Pertama, risiko yang berkaitan dengan ketegangan geopolitik Rusia-Ukraina termasuk juga pengenaan sanksinya yang menyebabkan gangguan pasokan energi dan pangan global serta gangguan mata rantai pasokan global.
"Ini yang kemudian menyebabkan tingginya harga-harga komoditas, harga energi maupun harga pangan global. Misalnya harga minyak kita perkirakan tahun ini bisa mencapai rata-ratanya USD 103 per barel. Demikian juga harga pangan juga meningkat tinggi, ini kemudian dari sisi pasokan menimbulkan resiko perlambatan ekonomi global, dari sisi kenaikan harga menimbulkan resiko dan terjadinya kenaikan inflasi diberbagai dunia," kata Perry dalam Pengumuman RDG bulan Juni 2022, Kamis (23/6/2022).
Advertisement
Faktor kedua, adalah pengetatan kebijakan moneter di Amerika Serikat dan diberbagai negara maju. Pengetatan moneter ditempuh oleh sejumlah bank sentral terutama di negara-negara yang pertumbuhan ekonominya meningkat seperti di Amerika, atau di negara yang inflasinya tinggi, yang disebabkan karena tidak mempunyai ruang fiskal atau menaikkan subsidi di negara-negara tersebut.
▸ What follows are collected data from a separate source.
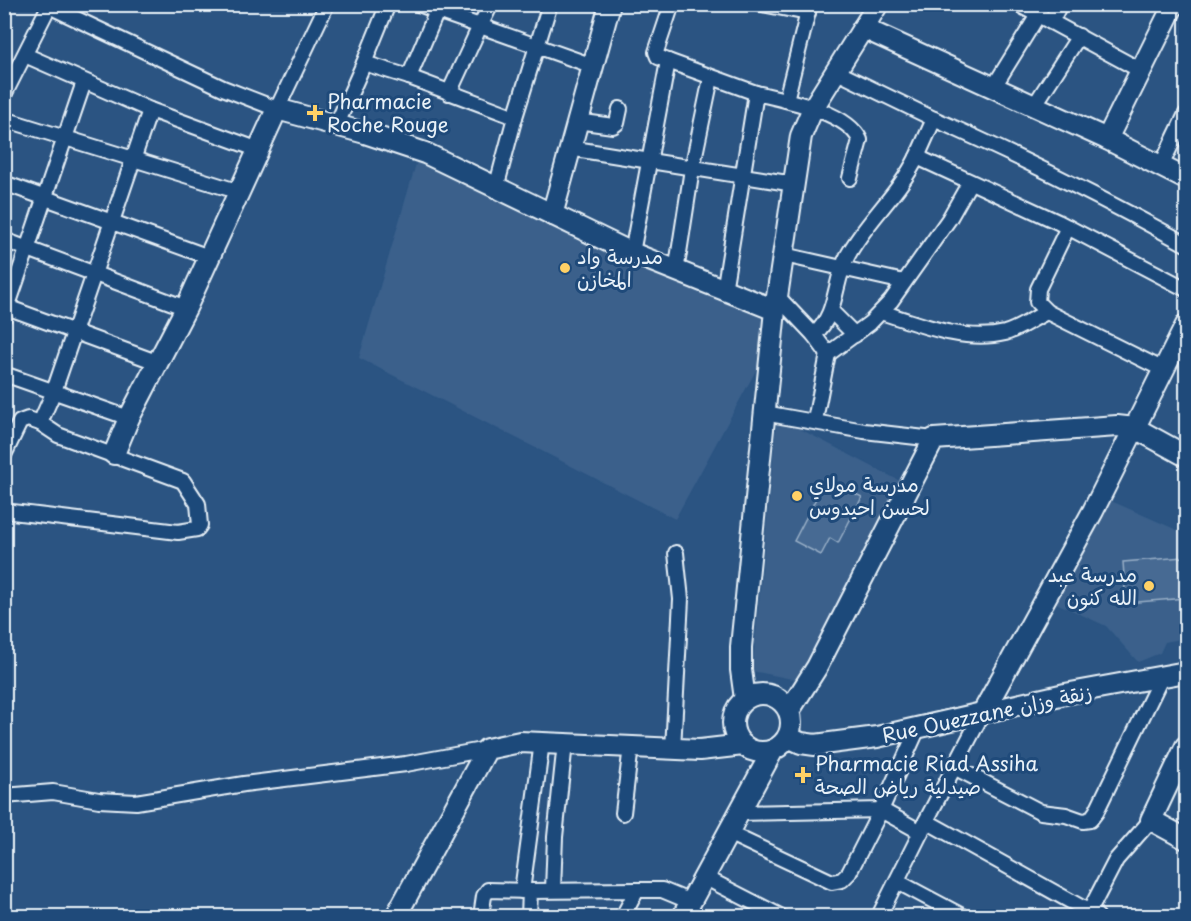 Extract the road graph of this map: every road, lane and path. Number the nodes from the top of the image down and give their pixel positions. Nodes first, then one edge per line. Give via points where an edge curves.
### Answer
1 (327, 4) edge
2 (388, 4) edge
3 (419, 4) edge
4 (490, 4) edge
5 (550, 4) edge
6 (610, 4) edge
7 (672, 4) edge
8 (762, 4) edge
9 (878, 4) edge
10 (1018, 4) edge
11 (1060, 4) edge
12 (1175, 4) edge
13 (50, 5) edge
14 (438, 8) edge
15 (809, 9) edge
16 (1186, 9) edge
17 (1038, 15) junction
18 (1051, 22) junction
19 (480, 26) junction
20 (863, 28) junction
21 (1079, 36) junction
22 (538, 45) junction
23 (25, 55) junction
24 (668, 61) junction
25 (364, 63) junction
26 (593, 66) junction
27 (1140, 70) junction
28 (837, 72) junction
29 (409, 77) junction
30 (711, 78) junction
31 (84, 82) junction
32 (993, 88) junction
33 (449, 93) junction
34 (756, 93) junction
35 (4, 95) edge
36 (786, 100) junction
37 (1034, 106) junction
38 (813, 108) junction
39 (277, 109) junction
40 (620, 109) dead end
41 (150, 110) junction
42 (1186, 114) edge
43 (515, 117) junction
44 (4, 119) edge
45 (934, 119) junction
46 (577, 121) junction
47 (337, 124) junction
48 (64, 139) junction
49 (1107, 139) junction
50 (569, 148) junction
51 (259, 150) junction
52 (917, 157) junction
53 (133, 161) junction
54 (648, 162) junction
55 (1161, 166) junction
56 (692, 170) junction
57 (742, 177) junction
58 (850, 178) dead end
59 (1186, 179) edge
60 (970, 182) junction
61 (4, 183) edge
62 (794, 184) junction
63 (496, 188) junction
64 (240, 192) junction
65 (46, 198) junction
66 (552, 215) junction
67 (111, 222) junction
68 (1068, 227) junction
69 (4, 240) edge
70 (1186, 244) edge
71 (28, 248) junction
72 (632, 253) junction
73 (784, 255) junction
74 (209, 257) junction
75 (842, 267) junction
76 (675, 272) junction
77 (94, 273) junction
78 (904, 282) junction
79 (1186, 290) edge
80 (724, 291) junction
81 (776, 303) junction
82 (186, 308) junction
83 (6, 310) edge
84 (832, 312) junction
85 (881, 312) junction
86 (1047, 312) junction
87 (1185, 331) edge
88 (74, 332) junction
89 (814, 335) junction
90 (855, 335) junction
91 (828, 354) junction
92 (159, 363) junction
93 (1164, 369) junction
94 (4, 374) edge
95 (54, 391) junction
96 (764, 413) junction
97 (129, 418) junction
98 (815, 420) junction
99 (40, 423) junction
100 (1135, 428) junction
101 (934, 439) junction
102 (114, 454) junction
103 (4, 455) edge
104 (1186, 456) edge
105 (4, 511) edge
106 (676, 553) dead end
107 (1186, 672) edge
108 (1162, 676) junction
109 (745, 699) junction
110 (789, 711) junction
111 (982, 714) junction
112 (918, 728) junction
113 (542, 742) junction
114 (566, 743) junction
115 (781, 743) junction
116 (742, 745) junction
117 (631, 746) junction
118 (1186, 747) edge
119 (487, 749) junction
120 (673, 749) junction
121 (954, 767) junction
122 (4, 796) edge
123 (881, 810) junction
124 (623, 813) dead end
125 (739, 813) junction
126 (1151, 820) junction
127 (924, 827) junction
128 (728, 833) junction
129 (1186, 839) edge
130 (704, 877) junction
131 (898, 882) junction
132 (553, 890) junction
133 (637, 890) junction
134 (526, 891) junction
135 (687, 909) edge
136 (755, 911) edge
137 (1091, 915) edge
138 (396, 916) edge
139 (481, 916) edge
140 (529, 916) edge
141 (623, 916) edge
142 (780, 916) edge
143 (879, 916) edge
144 (962, 916) edge

1 - 39 street
2 - 25 street
3 - 14 street
4 - 19 street
5 - 22 street
6 - 26 street
7 - 24 street via 657,52 658,57
8 - 15 street
9 - 20 street
10 - 17 street
11 - 18 street
12 - 16 street
12 - 27 street
13 - 23 street
13 - 39 street via 223,88
14 - 19 street
14 - 29 street
15 - 36 street
17 - 18 street
17 - 32 street
18 - 21 street
19 - 22 street
19 - 33 street
20 - 28 street
20 - 32 street
21 - 27 street
21 - 37 street
22 - 26 street
22 - 43 street
23 - 31 street
23 - 35 street
24 - 30 street
24 - 54 street
25 - 29 street
25 - 47 street
26 - 46 street
27 - 49 street
28 - 38 street
28 - 45 street
29 - 33 street
30 - 34 street
30 - 56 street
31 - 41 street
31 - 48 street
32 - 37 street
33 - 43 street
34 - 36 street
34 - 57 street
36 - 38 street
37 - 49 street
38 - 58 street via 847,125 857,135 858,151
38 - 62 street via 801,136
39 - 47 street
39 - 51 street
40 - 46 street via 613,126
41 - 51 street
41 - 53 street
42 - 55 street
43 - 63 street
44 - 48 street
45 - 52 street
45 - 70 street via 1083,188
46 - 50 street
47 - 63 street via 425,153
48 - 53 street
48 - 65 street
49 - 55 street
50 - 54 street
50 - 66 street
51 - 64 street
52 - 60 street
52 - 75 street via 905,180
53 - 64 street
53 - 67 street
54 - 56 street
54 - 72 street
55 - 59 street
56 - 57 street
56 - 76 street
57 - 62 street
57 - 80 street
60 - 68 street
60 - 78 street
61 - 65 street
62 - 73 street
63 - 66 street
64 - 74 street
65 - 67 street
65 - 71 street
66 - 72 street
67 - 74 street
67 - 77 street
68 - 79 street
68 - 86 street via 1038,289 1037,302
69 - 71 street
71 - 77 street
71 - 83 street
72 - 76 street
73 - 75 street
73 - 81 street
74 - 82 street
75 - 78 street
75 - 84 street
76 - 80 street
77 - 82 street
77 - 88 street
78 - 85 street
80 - 81 street
81 - 89 street
81 - 96 street
82 - 92 street
83 - 88 street
84 - 89 street
84 - 90 street
85 - 86 street via 970,335 1005,333
85 - 90 street
86 - 93 street
87 - 93 street
88 - 92 street
88 - 95 street
89 - 91 street
90 - 91 street
91 - 98 street
92 - 97 street
93 - 100 street
94 - 95 street
95 - 97 street
95 - 99 street
96 - 98 street
96 - 109 street via 741,646
97 - 102 street
98 - 101 street
99 - 102 street via 58,435
99 - 103 street via 28,419 20,422
100 - 101 street
100 - 104 street
100 - 111 street
101 - 110 street via 817,667
102 - 105 street via 183,481 201,510 202,521 197,529 178,532
106 - 120 street via 681,599
107 - 108 street, Rue Ouezzane زنقة وزان
108 - 111 street, Rue Ouezzane زنقة وزان
108 - 121 street via 1090,820 1041,812
109 - 110 street via 770,694
109 - 116 street via 736,709 733,728
110 - 115 street via 791,724
111 - 112 street, Rue Ouezzane زنقة وزان
111 - 121 street
112 - 115 street, Rue Ouezzane زنقة وزان via 815,745
112 - 123 street
113 - 114 street
113 - 119 street
113 - 134 street
114 - 117 street
114 - 132 street
115 - 116 street via 754,751
115 - 125 street
116 - 120 street via 717,750
117 - 120 street
117 - 124 street
118 - 126 street
119 - 122 street via 363,771 244,784 136,802 53,792
119 - 138 street
121 - 127 street
123 - 125 street
123 - 127 street
123 - 128 street via 853,867 837,882 825,881
125 - 128 street
126 - 129 street
126 - 137 street via 1116,860
127 - 131 street
127 - 137 street
128 - 130 street
130 - 135 street
130 - 136 street
131 - 143 street
131 - 144 street
132 - 133 street
132 - 134 street
133 - 135 street via 662,890
133 - 141 street
134 - 139 street via 488,890
134 - 140 street
136 - 142 street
Ruang fiskal yang terbatas disejumlah negara menyebabkan kenaikan harga komoditas global, berdampak pada meningkatnya harga-harga di dalam negeri.
Selain itu, sejumlah bank sentral juga menaikkan suku bunga, tidak hanya Amerika serikat saja, melainkan juga terjadi di Brazil, Malaysia, India, maupun sejumlah negara yang lain. Kenaikan suku bunga tentu saja menurunkan permintaan dan menurunkan pertumbuhan ekonomi.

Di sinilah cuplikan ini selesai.